Open Telemetry (OTel) is a networking protocol that has been under development for four years and recently received a boost from F5 Inc. and Service Now. Cited as a protocol that will help advance the cause of observability, it's interesting to see where and how this protocol will develop over the coming months and years.
In the meantime, it got us thinking about network telemetry in general. What exactly is it? Is it related to network monitoring? Most importantly, how does it relate to Network Assurance?
Network telemetry concerns the collection, measurement and analysis of data related to the behavior and performance of the network. Telemetry gathers information on routers, switches, servers and applications to gain insights into how they function, and how data moves through them. To provide an analogy, network telemetry checks the network's pulse to track health and performance.
Hang on a second... This sounds an awful lot like network monitoring. Well, kind of yes.

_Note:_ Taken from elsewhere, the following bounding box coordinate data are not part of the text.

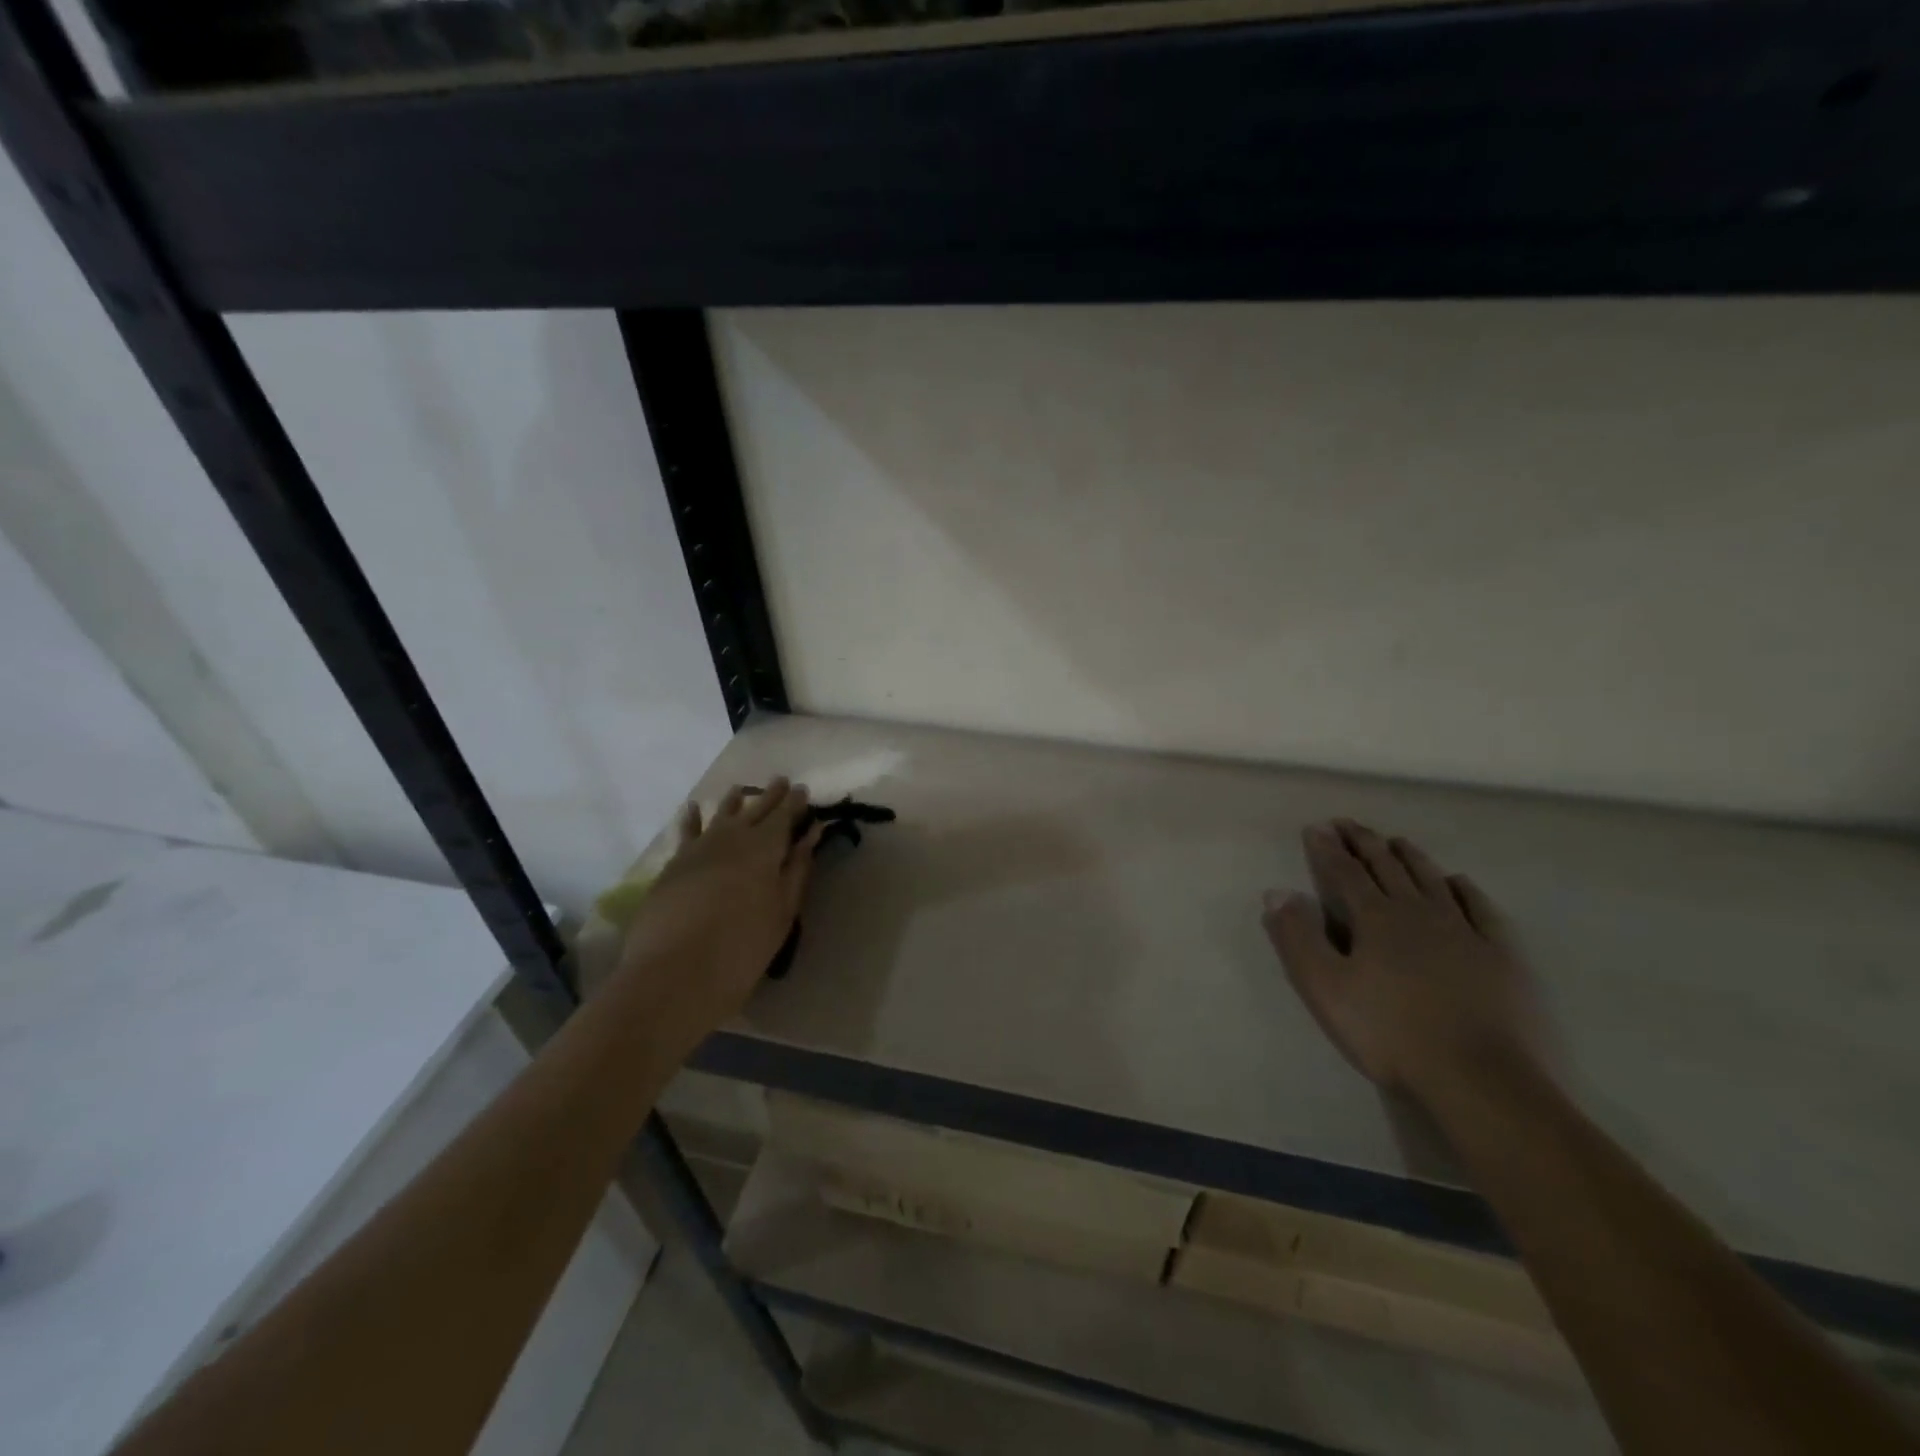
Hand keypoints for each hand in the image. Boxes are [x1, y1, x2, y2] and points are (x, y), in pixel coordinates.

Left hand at [614, 778, 823, 1040]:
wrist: (675, 974)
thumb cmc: (742, 947)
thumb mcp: (782, 911)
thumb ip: (797, 869)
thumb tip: (811, 834)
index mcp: (764, 848)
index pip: (783, 815)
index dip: (795, 802)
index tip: (803, 790)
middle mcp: (731, 838)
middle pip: (754, 809)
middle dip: (770, 795)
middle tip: (782, 782)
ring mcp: (698, 849)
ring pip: (720, 815)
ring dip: (734, 801)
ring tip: (742, 789)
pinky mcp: (674, 865)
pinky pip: (686, 832)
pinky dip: (692, 818)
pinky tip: (693, 808)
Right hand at [1262, 820, 1551, 1104]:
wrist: (1481, 1079)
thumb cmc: (1390, 1033)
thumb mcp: (1325, 988)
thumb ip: (1298, 937)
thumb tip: (1277, 892)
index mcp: (1375, 919)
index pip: (1344, 873)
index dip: (1327, 849)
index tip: (1316, 827)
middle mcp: (1418, 913)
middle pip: (1388, 867)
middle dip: (1365, 842)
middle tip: (1349, 823)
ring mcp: (1464, 931)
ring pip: (1432, 880)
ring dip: (1411, 856)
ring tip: (1397, 841)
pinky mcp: (1501, 955)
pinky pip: (1481, 909)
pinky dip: (1465, 889)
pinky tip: (1458, 881)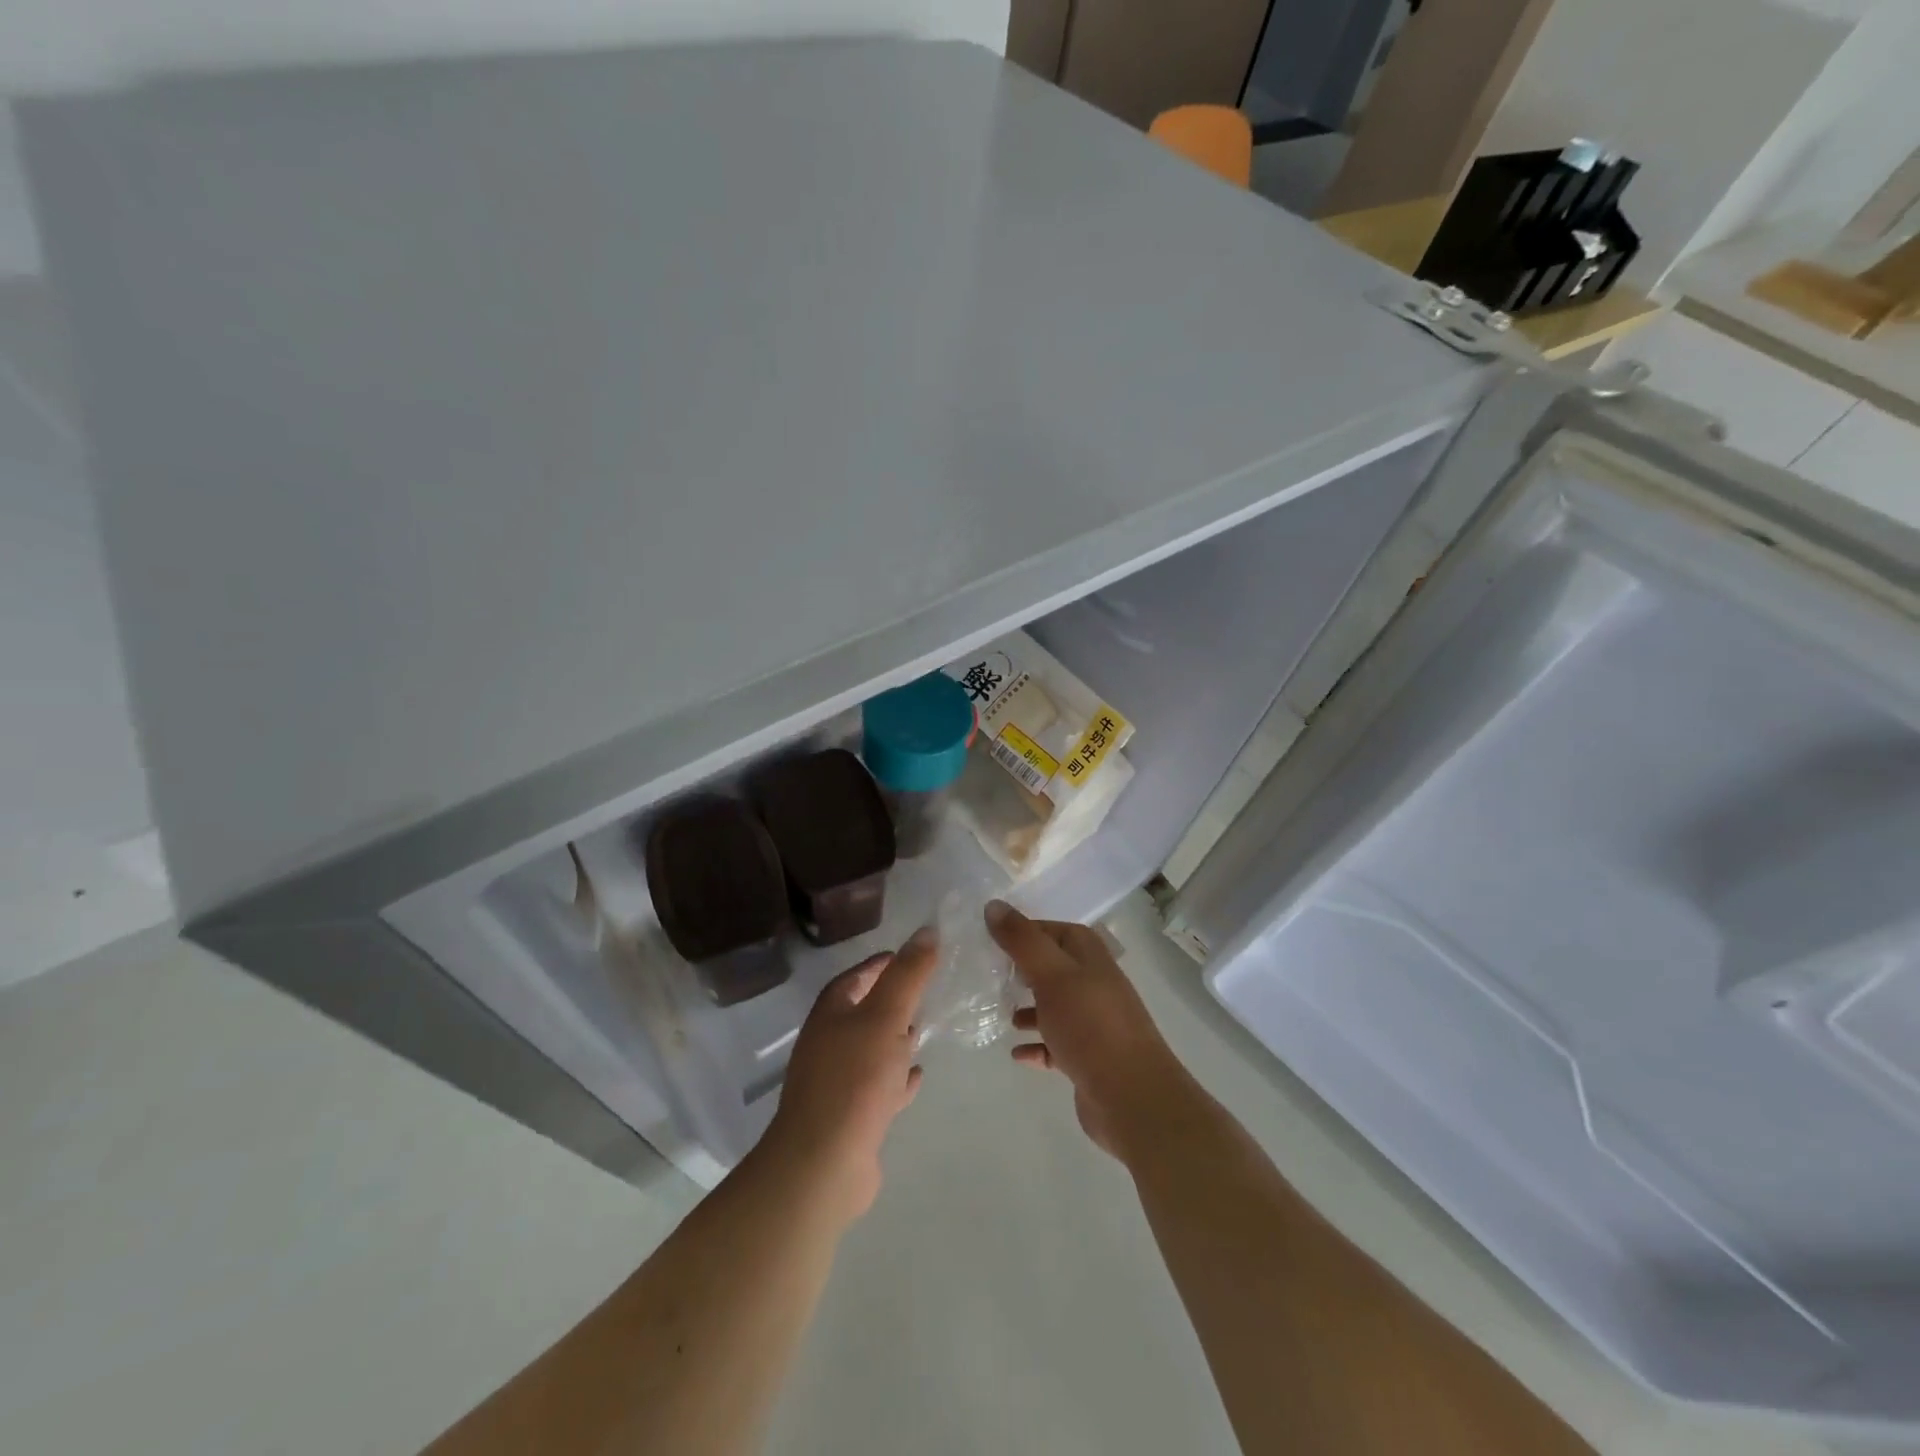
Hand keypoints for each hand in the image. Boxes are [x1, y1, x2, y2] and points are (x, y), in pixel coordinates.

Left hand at [761, 927, 938, 1223]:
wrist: (823, 1164)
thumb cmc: (854, 1079)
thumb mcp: (886, 1017)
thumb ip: (907, 975)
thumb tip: (926, 930)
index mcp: (830, 1014)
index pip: (855, 976)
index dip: (880, 963)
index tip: (911, 955)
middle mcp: (828, 1043)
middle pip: (861, 1012)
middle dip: (890, 1000)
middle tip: (925, 991)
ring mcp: (836, 1082)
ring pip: (870, 1050)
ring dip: (894, 1039)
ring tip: (924, 1030)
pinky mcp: (849, 1117)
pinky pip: (877, 1087)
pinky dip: (896, 1078)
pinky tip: (917, 1077)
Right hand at [986, 900, 1188, 1159]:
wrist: (1132, 1097)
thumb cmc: (1090, 1026)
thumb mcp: (1052, 975)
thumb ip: (1022, 941)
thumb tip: (993, 906)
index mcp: (1090, 957)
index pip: (1055, 930)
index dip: (1026, 931)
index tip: (993, 939)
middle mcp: (1095, 984)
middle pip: (1055, 967)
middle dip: (1024, 970)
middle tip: (992, 975)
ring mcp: (1094, 1022)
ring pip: (1055, 1006)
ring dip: (1030, 1008)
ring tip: (1002, 1014)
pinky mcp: (1089, 1058)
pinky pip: (1056, 1044)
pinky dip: (1037, 1045)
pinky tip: (1017, 1053)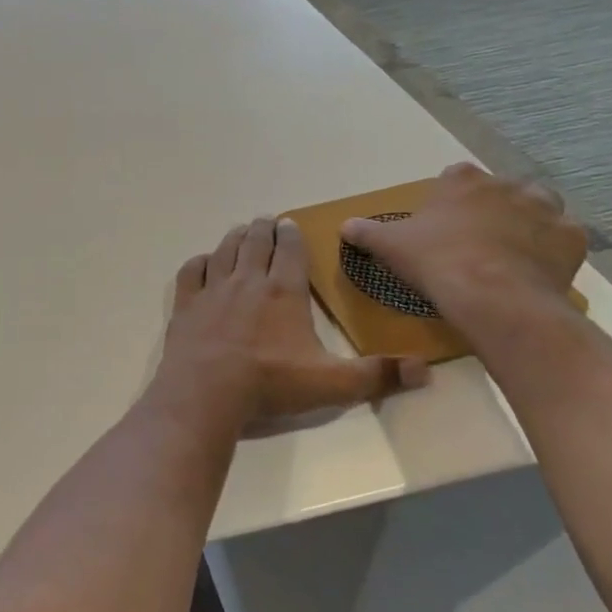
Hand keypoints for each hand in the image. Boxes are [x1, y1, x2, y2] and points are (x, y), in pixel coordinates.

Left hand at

Both monitoring and telemetry platforms provide information on network health and performance in real- (or near real-) time.
Monitoring is a broader term that encompasses the overall observation of a network's performance, health and activity through pre-defined parameters, whereas telemetry refers to a more automated and continuous data collection process on more granular data like packet loss and latency.
The data collected by both monitoring and telemetry platforms is essentially the same, with the main distinction being that telemetry focuses on more granular details and data. Another difference is in how the data is presented in their respective platforms.
Network monitoring relies on a process called "polling" - a process where monitoring tools request data from network devices. This can unfortunately lead to visibility blind spots, specifically when issues occur during polling phases, as such issues can go undetected during this process.
Furthermore, polling can potentially disrupt activity in the resource being monitored. For example, a router passing traffic along an end-to-end path. When running a query asking for 1000 data points from said router, each request and data point is queried and extracted INDIVIDUALLY, with 1000 responses being sent from the router in return. This is clearly an inefficient process.
Inefficient, especially when you add in the fact that querying a resource creates additional traffic within the network path, with the monitoring queries capable of impacting the behavior of the device that data is being gathered from. Back to our example - querying the router requires it to stop it's current activity of passing traffic to respond to the monitoring queries. They can't multi-task as well as some of us.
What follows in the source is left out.